Go line by line through the listing below and copy those that hold "Lockhart".

> [Given entries]:
# # # # # # #
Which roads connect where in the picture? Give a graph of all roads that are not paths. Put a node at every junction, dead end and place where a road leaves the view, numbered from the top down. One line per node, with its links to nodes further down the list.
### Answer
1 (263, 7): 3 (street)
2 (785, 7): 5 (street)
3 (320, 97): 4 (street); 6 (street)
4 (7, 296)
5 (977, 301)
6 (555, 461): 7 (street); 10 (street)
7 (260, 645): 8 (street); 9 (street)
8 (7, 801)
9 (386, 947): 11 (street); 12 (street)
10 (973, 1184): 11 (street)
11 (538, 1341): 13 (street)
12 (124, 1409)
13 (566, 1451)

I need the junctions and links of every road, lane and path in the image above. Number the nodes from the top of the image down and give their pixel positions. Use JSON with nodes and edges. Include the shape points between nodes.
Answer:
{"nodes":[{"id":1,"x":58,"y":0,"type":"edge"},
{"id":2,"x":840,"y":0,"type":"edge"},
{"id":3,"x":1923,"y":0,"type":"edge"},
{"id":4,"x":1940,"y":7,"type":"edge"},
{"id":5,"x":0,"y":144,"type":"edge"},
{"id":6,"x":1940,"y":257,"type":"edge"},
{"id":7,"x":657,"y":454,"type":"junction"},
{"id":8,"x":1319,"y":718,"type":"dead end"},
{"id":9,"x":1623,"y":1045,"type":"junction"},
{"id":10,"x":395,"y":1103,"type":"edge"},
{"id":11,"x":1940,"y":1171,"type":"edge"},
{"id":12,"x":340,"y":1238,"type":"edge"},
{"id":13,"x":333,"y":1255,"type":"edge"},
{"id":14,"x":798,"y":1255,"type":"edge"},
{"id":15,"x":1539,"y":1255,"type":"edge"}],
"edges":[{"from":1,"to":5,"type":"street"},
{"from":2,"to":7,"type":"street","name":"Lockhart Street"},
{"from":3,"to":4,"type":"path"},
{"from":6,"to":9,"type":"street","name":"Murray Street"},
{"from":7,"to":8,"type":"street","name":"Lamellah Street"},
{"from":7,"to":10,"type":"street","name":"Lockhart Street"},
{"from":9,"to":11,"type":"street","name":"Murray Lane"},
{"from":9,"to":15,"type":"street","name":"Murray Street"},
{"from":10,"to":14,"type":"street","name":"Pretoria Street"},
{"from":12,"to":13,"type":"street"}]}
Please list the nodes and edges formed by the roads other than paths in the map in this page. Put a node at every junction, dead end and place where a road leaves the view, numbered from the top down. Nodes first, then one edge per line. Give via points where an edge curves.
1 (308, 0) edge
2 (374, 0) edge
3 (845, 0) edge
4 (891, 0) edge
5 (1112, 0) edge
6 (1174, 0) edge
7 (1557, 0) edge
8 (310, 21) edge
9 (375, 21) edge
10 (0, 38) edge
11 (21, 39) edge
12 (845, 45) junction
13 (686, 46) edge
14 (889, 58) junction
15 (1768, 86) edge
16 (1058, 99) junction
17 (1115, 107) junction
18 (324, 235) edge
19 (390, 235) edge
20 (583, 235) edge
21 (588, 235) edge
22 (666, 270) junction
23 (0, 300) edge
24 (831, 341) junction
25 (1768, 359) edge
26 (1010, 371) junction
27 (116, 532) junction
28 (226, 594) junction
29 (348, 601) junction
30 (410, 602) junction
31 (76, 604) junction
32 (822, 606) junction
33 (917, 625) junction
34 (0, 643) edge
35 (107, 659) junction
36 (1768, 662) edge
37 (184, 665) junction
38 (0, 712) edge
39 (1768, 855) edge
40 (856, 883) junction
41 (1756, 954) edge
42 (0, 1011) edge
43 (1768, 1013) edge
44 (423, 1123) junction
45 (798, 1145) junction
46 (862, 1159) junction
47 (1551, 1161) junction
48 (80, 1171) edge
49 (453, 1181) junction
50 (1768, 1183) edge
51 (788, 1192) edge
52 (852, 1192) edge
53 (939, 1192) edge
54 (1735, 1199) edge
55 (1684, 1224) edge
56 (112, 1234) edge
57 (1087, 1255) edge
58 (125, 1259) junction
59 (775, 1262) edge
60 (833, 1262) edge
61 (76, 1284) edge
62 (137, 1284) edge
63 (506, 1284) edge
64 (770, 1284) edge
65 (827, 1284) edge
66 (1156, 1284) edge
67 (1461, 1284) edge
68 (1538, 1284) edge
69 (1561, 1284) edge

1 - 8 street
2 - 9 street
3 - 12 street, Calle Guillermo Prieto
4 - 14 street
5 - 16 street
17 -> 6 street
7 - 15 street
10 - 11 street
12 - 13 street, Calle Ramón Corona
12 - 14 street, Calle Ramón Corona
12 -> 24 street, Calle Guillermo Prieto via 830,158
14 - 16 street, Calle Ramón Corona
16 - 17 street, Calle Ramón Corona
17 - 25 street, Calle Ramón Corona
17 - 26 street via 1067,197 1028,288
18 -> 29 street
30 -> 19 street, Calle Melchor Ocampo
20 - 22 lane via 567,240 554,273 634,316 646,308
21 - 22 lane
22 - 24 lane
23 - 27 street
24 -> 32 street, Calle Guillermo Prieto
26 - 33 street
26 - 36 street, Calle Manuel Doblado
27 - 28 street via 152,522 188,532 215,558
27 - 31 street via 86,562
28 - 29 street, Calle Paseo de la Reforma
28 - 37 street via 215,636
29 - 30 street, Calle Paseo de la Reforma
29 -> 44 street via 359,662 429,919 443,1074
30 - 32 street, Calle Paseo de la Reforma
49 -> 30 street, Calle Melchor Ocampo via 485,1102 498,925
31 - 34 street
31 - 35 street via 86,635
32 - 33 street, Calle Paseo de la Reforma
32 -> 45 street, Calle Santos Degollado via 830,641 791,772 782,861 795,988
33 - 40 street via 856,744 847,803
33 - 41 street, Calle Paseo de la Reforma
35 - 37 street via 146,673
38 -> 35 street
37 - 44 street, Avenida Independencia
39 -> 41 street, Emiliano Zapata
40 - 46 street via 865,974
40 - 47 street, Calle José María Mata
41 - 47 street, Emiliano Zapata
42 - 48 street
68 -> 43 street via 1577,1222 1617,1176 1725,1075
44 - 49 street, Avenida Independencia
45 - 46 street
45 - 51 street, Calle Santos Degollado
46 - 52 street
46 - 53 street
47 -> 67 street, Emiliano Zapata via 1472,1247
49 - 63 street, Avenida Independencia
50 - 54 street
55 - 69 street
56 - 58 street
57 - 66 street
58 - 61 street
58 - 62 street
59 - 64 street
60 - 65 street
# # # # # # #
> [Your solution]:
{"from":2,"to":7,"type":"street","name":"Lockhart Street"},
{"from":7,"to":10,"type":"street","name":"Lockhart Street"},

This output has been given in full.